TITLE

Suppression of interleukin-6 to interleukin-10 ratio in chronic alcoholics: association with postoperative infections

AUTHOR(S)
Sander, M.; Irwin, M.; Sinha, P.; Naumann, E.; Kox, W.; Spies, C.
PUB. DATE
March 2002
SOURCE
Intensive Care Medicine;Mar2002, Vol. 28 Issue 3, p285
SOURCE TYPE
Academic Journal
DOC. TYPE
Article
ABSTRACT
Objective: To investigate the interleukin-6 (IL-6) to interleukin-10 (IL-10) ratio and levels of sE-selectin in patients undergoing elective surgery of the upper digestive tract and to define the differences in the perioperative immune response between chronic alcoholic and non-alcoholic patients. Design: Prospective pilot study. Setting: Single center, interdisciplinary intensive care unit (ICU) at a university hospital. Measurement and main results: The study compared chronic alcoholics (n=25) and non-alcoholics (n=20) before and after surgery for resection of upper digestive tract tumors. White blood cell counts, C-reactive protein and circulating levels of sE-selectin, the pro-inflammatory cytokine IL-6 and the inhibitory cytokine IL-10, were obtained at hospital admission, preoperatively, postoperatively at ICU admission and 2 and 4 days later.
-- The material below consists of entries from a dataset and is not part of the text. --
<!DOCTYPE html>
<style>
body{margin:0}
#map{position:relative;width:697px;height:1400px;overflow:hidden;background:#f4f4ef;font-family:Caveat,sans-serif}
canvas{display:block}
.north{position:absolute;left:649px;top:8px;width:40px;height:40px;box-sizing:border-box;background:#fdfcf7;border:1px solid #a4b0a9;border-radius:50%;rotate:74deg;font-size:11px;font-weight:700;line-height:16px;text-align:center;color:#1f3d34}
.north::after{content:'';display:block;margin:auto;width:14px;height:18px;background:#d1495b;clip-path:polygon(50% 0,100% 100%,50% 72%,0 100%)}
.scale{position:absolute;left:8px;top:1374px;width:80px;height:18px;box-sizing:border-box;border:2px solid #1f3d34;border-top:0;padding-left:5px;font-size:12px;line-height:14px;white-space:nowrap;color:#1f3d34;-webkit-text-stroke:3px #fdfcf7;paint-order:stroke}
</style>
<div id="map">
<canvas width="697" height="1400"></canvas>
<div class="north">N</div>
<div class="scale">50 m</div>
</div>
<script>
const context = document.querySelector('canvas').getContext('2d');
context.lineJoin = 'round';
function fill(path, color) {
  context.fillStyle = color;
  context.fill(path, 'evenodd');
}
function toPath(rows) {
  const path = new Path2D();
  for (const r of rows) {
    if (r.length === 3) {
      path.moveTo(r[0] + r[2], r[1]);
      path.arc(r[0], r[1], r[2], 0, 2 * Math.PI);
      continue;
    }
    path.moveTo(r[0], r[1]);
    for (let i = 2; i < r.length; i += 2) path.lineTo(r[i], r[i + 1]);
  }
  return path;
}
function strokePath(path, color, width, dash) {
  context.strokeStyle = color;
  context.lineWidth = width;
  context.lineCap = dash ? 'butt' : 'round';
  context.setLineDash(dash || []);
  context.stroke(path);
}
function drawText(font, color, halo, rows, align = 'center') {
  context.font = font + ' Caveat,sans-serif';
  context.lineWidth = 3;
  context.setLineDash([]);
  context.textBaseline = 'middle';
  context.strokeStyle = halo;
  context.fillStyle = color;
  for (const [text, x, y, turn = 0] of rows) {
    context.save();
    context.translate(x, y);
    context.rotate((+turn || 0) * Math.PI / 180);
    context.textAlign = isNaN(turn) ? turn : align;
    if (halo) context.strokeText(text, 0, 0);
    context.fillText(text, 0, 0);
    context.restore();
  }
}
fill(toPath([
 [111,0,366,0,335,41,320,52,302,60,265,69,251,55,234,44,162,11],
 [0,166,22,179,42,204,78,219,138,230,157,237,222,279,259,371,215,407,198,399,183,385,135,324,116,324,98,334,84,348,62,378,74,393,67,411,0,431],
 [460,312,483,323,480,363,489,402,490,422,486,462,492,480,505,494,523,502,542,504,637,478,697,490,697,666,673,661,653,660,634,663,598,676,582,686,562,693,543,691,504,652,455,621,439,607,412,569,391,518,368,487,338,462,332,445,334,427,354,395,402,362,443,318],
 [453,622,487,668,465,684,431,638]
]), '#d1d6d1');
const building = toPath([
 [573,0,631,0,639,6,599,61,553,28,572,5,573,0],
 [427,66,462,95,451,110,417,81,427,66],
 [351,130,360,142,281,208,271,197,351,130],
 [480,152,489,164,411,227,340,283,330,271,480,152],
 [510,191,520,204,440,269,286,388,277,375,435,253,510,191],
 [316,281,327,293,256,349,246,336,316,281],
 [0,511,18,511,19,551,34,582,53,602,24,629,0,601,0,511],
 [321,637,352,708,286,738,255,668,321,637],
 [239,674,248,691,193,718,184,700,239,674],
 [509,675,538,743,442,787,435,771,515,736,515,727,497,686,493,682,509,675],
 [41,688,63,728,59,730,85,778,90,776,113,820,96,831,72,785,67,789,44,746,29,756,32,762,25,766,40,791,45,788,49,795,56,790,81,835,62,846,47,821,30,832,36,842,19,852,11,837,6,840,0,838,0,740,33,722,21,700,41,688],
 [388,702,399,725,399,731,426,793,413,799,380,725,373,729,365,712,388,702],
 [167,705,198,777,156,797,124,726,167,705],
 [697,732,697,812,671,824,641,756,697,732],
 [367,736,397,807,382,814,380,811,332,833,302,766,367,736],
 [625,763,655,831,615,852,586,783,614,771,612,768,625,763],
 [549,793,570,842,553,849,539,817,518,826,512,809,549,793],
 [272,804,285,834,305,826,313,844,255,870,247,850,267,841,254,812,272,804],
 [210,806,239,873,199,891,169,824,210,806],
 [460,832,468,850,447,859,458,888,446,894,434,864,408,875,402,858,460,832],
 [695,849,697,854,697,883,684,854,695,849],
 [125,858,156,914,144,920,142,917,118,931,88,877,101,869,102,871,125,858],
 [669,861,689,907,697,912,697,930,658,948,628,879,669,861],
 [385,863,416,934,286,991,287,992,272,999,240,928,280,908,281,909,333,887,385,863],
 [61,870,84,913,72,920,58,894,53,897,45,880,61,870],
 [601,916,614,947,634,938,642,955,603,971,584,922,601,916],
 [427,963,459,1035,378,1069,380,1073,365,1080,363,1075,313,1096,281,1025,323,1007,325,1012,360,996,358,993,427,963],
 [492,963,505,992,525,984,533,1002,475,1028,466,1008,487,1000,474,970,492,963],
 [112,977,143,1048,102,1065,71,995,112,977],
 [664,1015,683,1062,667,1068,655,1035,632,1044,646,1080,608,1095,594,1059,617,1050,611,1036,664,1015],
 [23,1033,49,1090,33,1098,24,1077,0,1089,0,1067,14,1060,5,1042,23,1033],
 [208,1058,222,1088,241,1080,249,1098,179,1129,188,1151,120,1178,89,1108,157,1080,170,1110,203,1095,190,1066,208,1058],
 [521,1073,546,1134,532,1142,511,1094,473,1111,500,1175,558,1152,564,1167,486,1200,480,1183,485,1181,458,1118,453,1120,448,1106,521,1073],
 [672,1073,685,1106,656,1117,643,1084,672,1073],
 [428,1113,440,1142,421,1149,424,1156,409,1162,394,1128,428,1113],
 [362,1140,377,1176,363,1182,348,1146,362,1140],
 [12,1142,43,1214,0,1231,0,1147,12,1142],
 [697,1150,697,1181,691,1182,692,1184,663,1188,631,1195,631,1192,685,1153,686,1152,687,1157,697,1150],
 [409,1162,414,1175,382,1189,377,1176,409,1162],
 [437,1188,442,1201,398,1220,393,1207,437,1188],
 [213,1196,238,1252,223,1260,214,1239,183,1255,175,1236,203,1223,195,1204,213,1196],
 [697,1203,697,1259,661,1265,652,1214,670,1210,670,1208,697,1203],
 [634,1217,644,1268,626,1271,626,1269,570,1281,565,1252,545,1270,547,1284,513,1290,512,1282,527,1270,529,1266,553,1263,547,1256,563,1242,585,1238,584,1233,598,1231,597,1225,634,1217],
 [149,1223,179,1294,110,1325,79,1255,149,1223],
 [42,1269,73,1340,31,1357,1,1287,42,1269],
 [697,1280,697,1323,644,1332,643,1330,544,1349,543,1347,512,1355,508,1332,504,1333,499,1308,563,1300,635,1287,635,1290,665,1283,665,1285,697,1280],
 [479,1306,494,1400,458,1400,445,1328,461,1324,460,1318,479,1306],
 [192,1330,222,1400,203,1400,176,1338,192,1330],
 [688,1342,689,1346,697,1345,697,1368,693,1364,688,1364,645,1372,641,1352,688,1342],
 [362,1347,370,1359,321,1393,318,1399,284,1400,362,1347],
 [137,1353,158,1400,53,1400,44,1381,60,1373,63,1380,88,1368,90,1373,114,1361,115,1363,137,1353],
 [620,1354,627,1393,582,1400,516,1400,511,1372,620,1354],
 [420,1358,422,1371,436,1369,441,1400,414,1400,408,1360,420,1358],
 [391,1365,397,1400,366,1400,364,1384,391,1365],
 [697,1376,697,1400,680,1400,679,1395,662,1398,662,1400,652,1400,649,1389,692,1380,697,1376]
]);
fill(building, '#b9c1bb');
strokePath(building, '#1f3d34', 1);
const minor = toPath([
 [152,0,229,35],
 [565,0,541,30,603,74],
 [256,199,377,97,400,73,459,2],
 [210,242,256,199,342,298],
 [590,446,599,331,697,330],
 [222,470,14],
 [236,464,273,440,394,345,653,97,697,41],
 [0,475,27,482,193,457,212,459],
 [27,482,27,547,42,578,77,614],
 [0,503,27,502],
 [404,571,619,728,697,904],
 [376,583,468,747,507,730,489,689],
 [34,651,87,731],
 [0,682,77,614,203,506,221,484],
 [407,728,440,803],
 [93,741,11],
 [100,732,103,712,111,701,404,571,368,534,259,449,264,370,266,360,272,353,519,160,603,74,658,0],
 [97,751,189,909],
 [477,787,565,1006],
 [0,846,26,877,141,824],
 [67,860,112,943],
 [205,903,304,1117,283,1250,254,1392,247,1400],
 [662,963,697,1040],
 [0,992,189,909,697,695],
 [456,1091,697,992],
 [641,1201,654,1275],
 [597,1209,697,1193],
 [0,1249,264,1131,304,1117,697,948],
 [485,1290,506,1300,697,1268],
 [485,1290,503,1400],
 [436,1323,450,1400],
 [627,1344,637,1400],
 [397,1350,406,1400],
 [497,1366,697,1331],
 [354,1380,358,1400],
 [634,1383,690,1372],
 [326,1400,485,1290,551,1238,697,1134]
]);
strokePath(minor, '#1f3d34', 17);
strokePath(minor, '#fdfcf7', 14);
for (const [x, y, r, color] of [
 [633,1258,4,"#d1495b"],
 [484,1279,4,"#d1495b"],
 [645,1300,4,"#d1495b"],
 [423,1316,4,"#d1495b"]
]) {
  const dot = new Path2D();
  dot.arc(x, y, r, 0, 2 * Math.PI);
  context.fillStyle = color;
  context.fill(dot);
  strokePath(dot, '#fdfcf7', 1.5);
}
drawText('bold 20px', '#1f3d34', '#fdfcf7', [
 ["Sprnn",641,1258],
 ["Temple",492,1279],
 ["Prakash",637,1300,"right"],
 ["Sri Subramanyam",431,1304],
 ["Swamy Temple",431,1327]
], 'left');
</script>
Rates of postoperative infectious complications including pneumonia and sepsis were determined. sE-selectin only differed between chronic alcoholics and non-alcoholics preoperatively. Compared to non-alcoholics, chronic alcoholic patients showed a fourfold increase in circulating levels of IL-10 (p<0.01) and a suppression of the IL-6/IL-10 ratio (p=0.001) immediately after surgery. Coincident with the immune alterations, chronic alcoholics had a prolonged ICU stay (p<0.01) and a threefold increased rate of wound infections (p<0.05) and pneumonia (p<0.01). Lower IL-6/IL-10 ratios were associated with increased rates of infectious complications (p<0.05). Conclusion: Chronic alcoholics had decreased IL-6/IL-10 ratios at ICU admission and increased rates of infectious complications in the postoperative ICU course. This may indicate immediate postoperative immune suppression before the onset of infections and may help to identify chronic alcoholic patients at risk.